MATERIALS AND METHODS. We analyzed outcomes from 51,805 consecutive mammography examinations. Screening and diagnostic examinations were audited separately. Diagnostic examinations were audited by indication for examination. Extrapolating from our known mix of screening (79%) and diagnostic (21%) examinations, we determined expected combined outcomes for various mixes that might be encountered in clinical practice. Similarly, we determined the expected overall diagnostic mammography outcomes for various clinically relevant mixes of indications for examination.
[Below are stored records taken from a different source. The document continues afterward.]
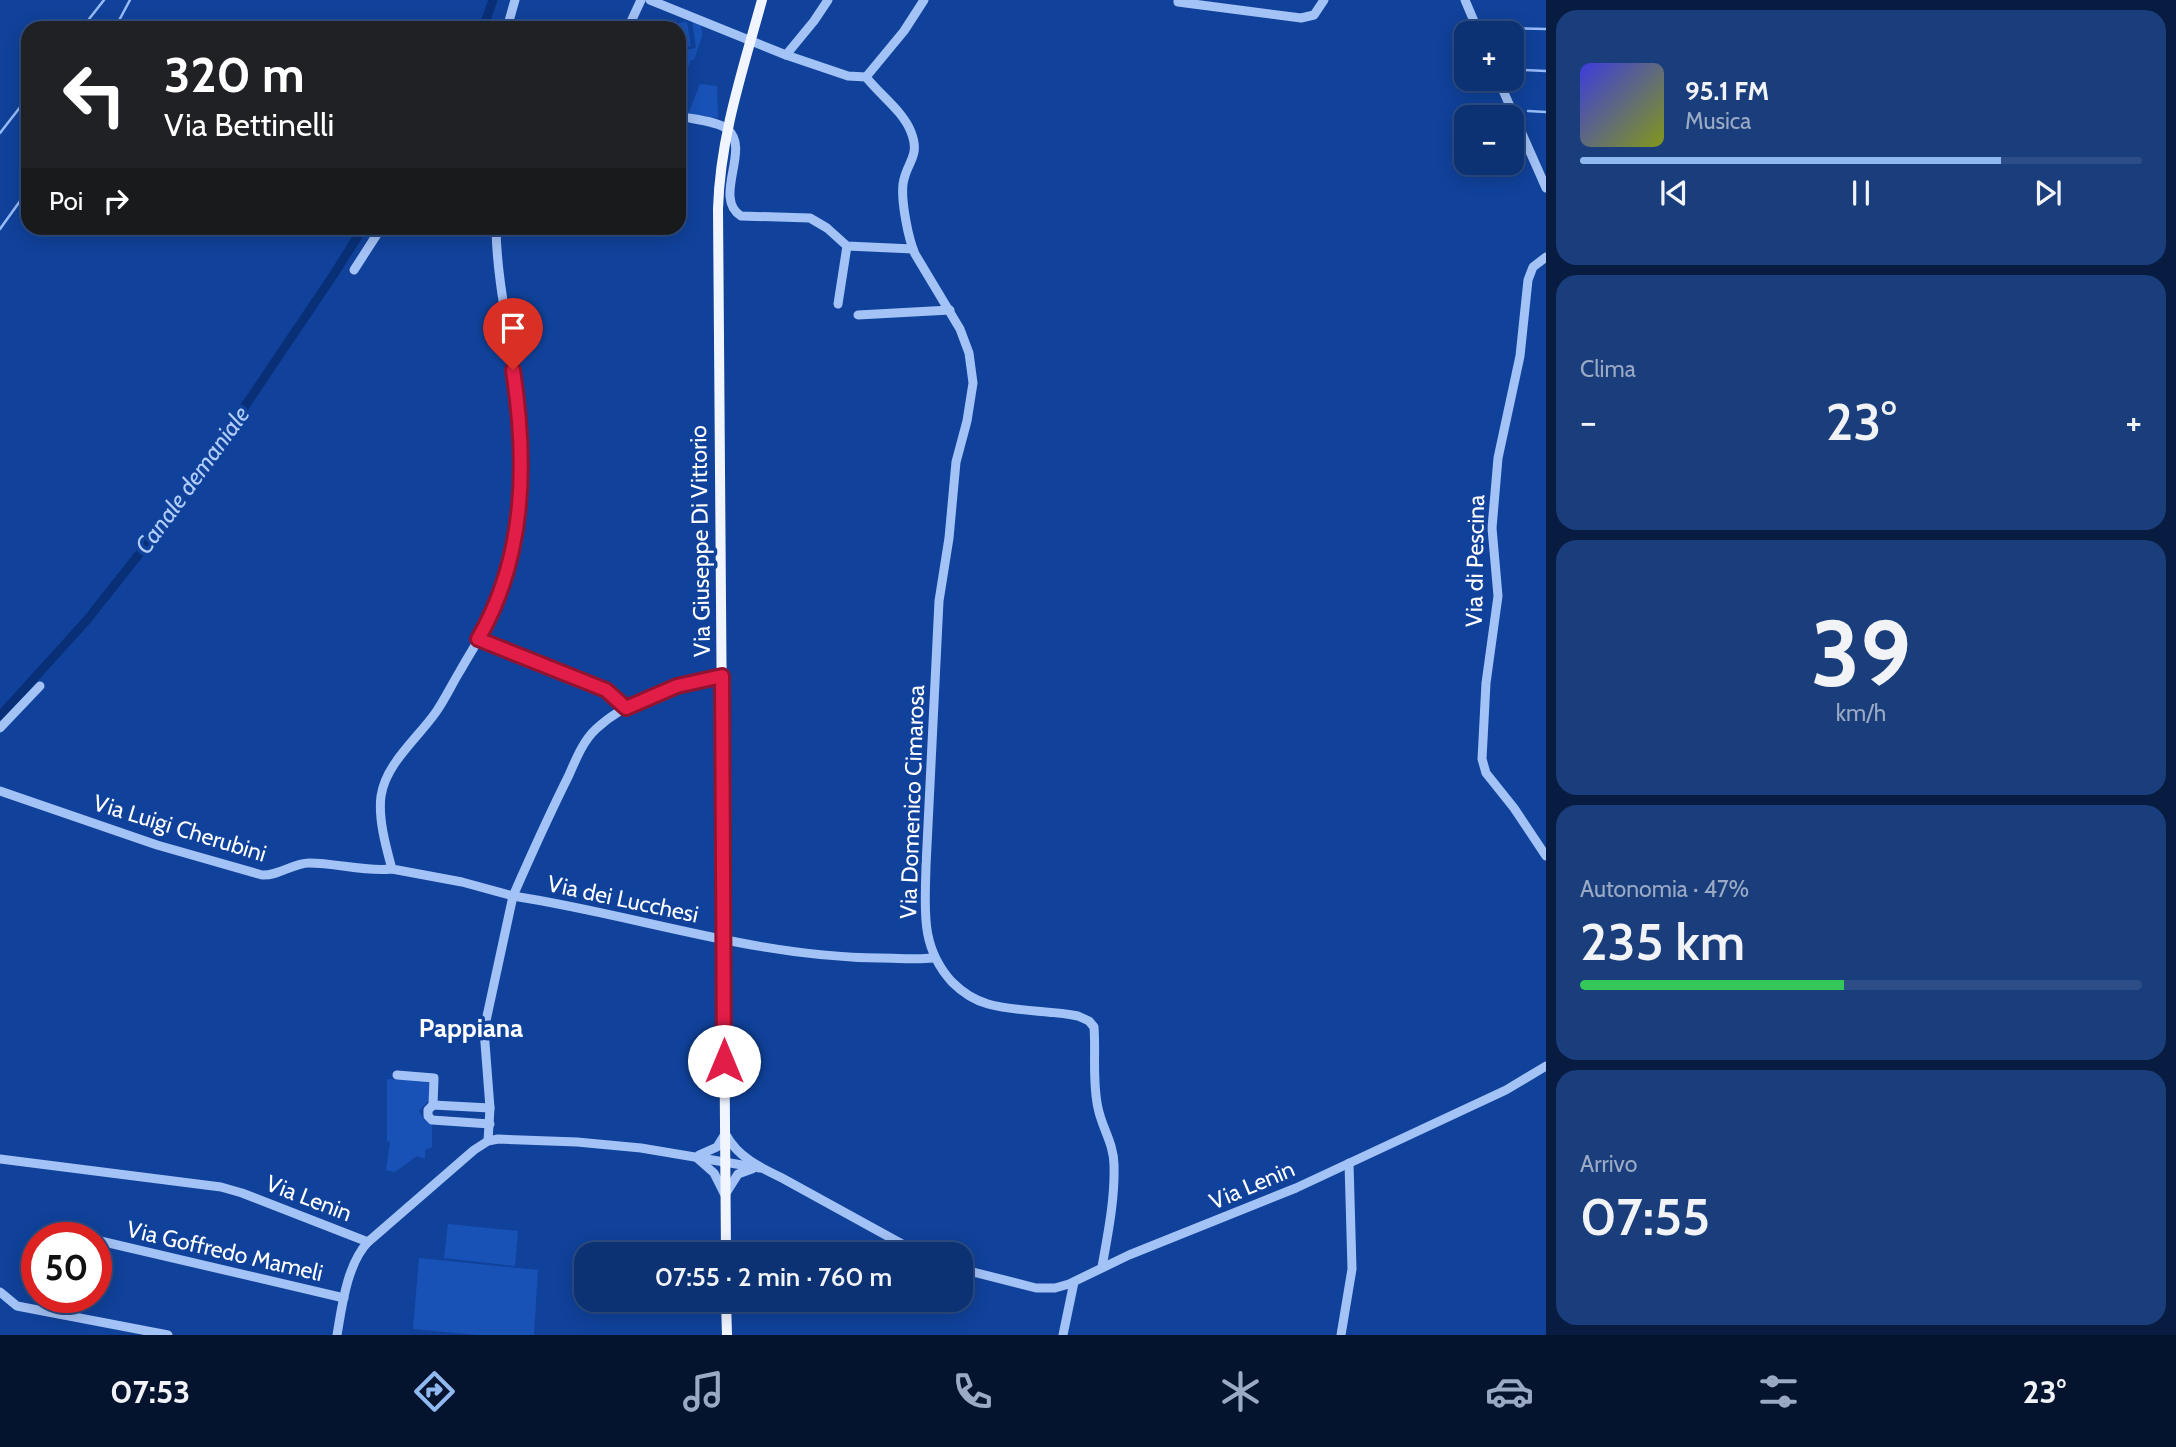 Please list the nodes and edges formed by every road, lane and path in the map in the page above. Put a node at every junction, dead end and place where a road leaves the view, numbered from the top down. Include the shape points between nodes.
1 (515, 0) edge
2 (640, 0) edge
3 (650, 0) edge
4 (762, 0) edge
5 (828, 0) edge
6 (924, 0) edge
7 (1178, 0) edge
8 (1325, 0) edge
9 (1465, 0) edge
10 (509, 21) edge
11 (631, 21) edge
12 (1474, 21) edge
13 (750, 41) junction
14 (786, 54) junction
15 (866, 77) junction
16 (1503, 91) edge
17 (686, 118) edge
18 (727, 128) junction
19 (1546, 188) edge
20 (376, 235) edge
21 (497, 235) edge
22 (847, 246) junction
23 (913, 249) junction
24 (1546, 257) edge
25 (354, 270) dead end
26 (838, 304) dead end
27 (950, 310) junction
28 (858, 315) dead end
29 (478, 639) junction
30 (722, 676) junction
31 (40, 686) dead end
32 (626, 708) junction
33 (0, 729) edge
34 (0, 792) edge
35 (1546, 856) edge
36 (392, 869) junction
37 (513, 896) junction
38 (723, 940) junction
39 (933, 958) junction
40 (1546, 1066) edge
41 (397, 1075) dead end
42 (433, 1105) junction
43 (490, 1108) junction
44 (490, 1124) junction
45 (725, 1133) junction
46 (488, 1141) junction
47 (694, 1156) junction
48 (0, 1159) edge
49 (726, 1160) junction
50 (1349, 1163) junction
51 (760, 1168) junction
52 (725, 1195) junction
53 (368, 1242) junction
54 (726, 1242) edge
55 (898, 1242) edge
56 (112, 1244) edge
57 (1102, 1267) junction
58 (973, 1272) edge
59 (1074, 1282) junction
60 (0, 1292) edge
61 (344, 1298) junction
62 (726, 1312) edge
63 (168, 1335) edge
64 (337, 1335) edge
65 (727, 1335) edge
66 (1063, 1335) edge
67 (1341, 1335) edge

1 - 10 street
2 - 11 street
3 - 13 street
4 - 13 main road, Via Giuseppe Di Vittorio
5 - 14 street
6 - 15 street
7 - 8 street via 1301,18 1314,15
9 - 12 street
13 - 14 street
13 - 18 main road, Via Giuseppe Di Vittorio
14 - 15 street via 848,76
15 - 23 street, Via Domenico Cimarosa via 905,120 914,141 915,153 903,187
16 - 19 street
17 - 18 street
18 - 22 street via 736,144 730,201 735,212 751,218 810,218
18 - 30 main road, Via Giuseppe Di Vittorio via 718,209
20 - 25 street
21 - 29 street via 520,416 521,488 505,581
22 - 23 street
22 - 26 street
23 - 27 street, Via Domenico Cimarosa
24 - 35 street, Via di Pescina via 1533,267 1528,280 1520,356 1498,458 1492,528 1498,596 1482,759 1486,773
27 - 28 street
27 - 39 street, Via Domenico Cimarosa via 965,339 973,383 956,462 939,601 925,906
29 - 32 street via 606,690
29 - 36 street via 437,711 384,785 381,813
30 - 32 street via 677,686
30 - 38 main road, Via Giuseppe Di Vittorio
31 - 33 street
32 - 37 street via 593,730 583,745
34 - 36 street, Via Luigi Cherubini via 262,875 306,863
36 - 37 street, Via Luigi Cherubini
37 - 38 street, Via dei Lucchesi
37 - 43 street via 484,1030
38 - 39 street, Via dei Lucchesi via 829,956
38 - 45 main road, Via Giuseppe Di Vittorio
39 - 57 street, Via Domenico Cimarosa via 956,986 979,1002 1078,1016 1094,1027 1095,1095 1114,1165 1112,1215
40 - 50 street, Via Lenin via 1506,1090
41 - 42 street via 434,1078
42 - 43 street
42 - 44 street via 428,1110 432,1120
43 - 44 street
44 - 46 street
45 - 47 street via 712,1151
45 - 49 main road, Via Giuseppe Di Vittorio
45 - 51 street via 737,1151
46 - 47 street via 577,1142
46 - 53 street, Via Lenin
47 - 49 street
47 - 52 street via 714,1173
48 - 53 street, Via Lenin via 221,1187
49 - 51 street
49 - 52 main road, Via Giuseppe Di Vittorio
50 - 57 street, Via Lenin
50 - 67 street via 1352,1269
51 - 52 street via 742,1170
51 - 55 street
52 - 54 main road, Via Giuseppe Di Vittorio
53 - 61 street via 357,1257
56 - 61 street, Via Goffredo Mameli
57 - 59 street, Via Lenin
58 - 59 street, Via Lenin via 1036,1288
59 - 66 street
60 - 63 street via 17,1306
61 - 64 street
62 - 65 main road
RESULTS. Outcomes vary substantially depending on the mix of screening and diagnostic examinations performed. For example, expected outcomes for practices with screening—diagnostic mixes of 90-10% and 50-50% are, respectively: rate of abnormal findings, 6% versus 11%; rate of positive biopsy findings, 38% versus 42%; cancer detection rate, 10 per 1,000 versus 30 per 1,000; mean invasive cancer size, 14.4 mm versus 16.0 mm; nodal metastasis rate, 8% versus 11%; and rate of stage 0 and stage I cancers, 87% versus 82%. Diagnostic outcomes also vary substantially according to indication for examination, with a higher rate of abnormal findings, a higher rate of positive biopsy findings, and a larger mean invasive cancer size expected for mixes involving a high percentage of workups for palpable lesions.

CONCLUSION. When screening and diagnostic mammography outcomes are not segregated during auditing, and when diagnostic outcomes are not segregated by indication for examination, analysis of combined audit data should be based on extrapolations from known outcomes.